** Opening RECORDED DATA block **
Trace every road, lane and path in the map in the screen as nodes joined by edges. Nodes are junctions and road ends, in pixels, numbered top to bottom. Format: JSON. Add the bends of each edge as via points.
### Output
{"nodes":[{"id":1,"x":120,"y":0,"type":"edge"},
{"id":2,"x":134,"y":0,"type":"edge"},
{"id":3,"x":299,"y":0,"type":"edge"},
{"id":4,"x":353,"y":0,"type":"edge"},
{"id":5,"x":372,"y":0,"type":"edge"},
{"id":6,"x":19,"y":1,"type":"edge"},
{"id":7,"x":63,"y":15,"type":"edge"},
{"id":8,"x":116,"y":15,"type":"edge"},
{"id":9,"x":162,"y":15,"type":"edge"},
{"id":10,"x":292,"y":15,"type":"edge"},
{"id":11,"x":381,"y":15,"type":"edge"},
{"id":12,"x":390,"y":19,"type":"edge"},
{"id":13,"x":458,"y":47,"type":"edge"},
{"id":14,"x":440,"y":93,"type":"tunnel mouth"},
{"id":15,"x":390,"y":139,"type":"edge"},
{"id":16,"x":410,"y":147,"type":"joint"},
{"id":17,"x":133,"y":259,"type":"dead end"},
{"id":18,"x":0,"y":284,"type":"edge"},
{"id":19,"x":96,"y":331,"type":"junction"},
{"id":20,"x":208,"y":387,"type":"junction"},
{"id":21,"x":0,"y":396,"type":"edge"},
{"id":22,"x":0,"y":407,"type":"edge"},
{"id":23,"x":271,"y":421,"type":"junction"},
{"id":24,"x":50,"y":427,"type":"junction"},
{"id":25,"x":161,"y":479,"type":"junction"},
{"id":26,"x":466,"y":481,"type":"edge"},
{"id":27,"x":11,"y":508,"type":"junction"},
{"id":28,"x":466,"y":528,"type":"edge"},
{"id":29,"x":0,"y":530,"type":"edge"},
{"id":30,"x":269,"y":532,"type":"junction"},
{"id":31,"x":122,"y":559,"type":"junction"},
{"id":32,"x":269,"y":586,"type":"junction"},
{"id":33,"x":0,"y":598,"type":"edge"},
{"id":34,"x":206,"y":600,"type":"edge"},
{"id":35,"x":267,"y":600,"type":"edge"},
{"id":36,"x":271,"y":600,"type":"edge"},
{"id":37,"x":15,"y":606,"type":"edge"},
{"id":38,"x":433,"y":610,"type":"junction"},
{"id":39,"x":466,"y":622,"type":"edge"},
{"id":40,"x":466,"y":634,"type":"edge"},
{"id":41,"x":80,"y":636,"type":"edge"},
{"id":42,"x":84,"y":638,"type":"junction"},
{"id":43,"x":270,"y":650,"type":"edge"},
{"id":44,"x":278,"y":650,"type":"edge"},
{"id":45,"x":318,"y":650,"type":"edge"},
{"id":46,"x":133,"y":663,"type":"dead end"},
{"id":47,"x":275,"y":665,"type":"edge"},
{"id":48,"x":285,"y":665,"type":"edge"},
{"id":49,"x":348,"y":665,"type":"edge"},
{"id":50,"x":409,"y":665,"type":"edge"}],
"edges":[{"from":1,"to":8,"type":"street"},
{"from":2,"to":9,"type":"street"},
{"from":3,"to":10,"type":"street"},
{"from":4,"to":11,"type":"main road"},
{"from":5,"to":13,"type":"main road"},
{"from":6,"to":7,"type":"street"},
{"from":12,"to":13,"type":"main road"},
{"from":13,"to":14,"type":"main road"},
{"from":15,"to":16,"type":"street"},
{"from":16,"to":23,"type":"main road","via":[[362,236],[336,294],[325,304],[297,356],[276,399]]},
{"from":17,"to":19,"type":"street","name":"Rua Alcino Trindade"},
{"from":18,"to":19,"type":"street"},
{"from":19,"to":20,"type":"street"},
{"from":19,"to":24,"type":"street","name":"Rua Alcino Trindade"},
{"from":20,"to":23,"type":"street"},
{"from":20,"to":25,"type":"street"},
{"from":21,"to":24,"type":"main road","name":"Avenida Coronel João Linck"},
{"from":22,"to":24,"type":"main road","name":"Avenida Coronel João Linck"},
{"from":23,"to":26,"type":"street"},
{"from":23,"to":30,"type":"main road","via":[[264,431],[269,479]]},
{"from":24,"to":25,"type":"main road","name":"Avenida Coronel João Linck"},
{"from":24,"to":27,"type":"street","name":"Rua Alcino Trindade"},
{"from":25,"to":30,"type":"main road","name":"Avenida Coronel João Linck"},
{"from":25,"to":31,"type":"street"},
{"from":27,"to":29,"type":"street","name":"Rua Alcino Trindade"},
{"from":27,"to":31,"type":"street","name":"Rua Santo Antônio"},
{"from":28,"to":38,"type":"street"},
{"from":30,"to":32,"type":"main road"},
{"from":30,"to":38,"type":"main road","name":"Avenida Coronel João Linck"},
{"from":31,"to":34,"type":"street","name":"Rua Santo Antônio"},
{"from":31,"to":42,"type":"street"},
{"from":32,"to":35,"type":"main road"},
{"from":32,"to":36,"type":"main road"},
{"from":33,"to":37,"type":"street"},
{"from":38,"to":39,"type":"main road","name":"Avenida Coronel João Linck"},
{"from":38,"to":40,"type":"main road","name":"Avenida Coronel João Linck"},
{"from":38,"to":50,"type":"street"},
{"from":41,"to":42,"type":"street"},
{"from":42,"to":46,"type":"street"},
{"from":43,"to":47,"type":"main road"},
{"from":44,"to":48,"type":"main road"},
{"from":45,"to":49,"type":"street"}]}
** Closing RECORDED DATA block **
• [WHAT NEEDS TO BE DONE] Tally the lines of the entries above that hold the word "Alcino"; the number is the whole answer.

• [WRITTEN ANSWER] 4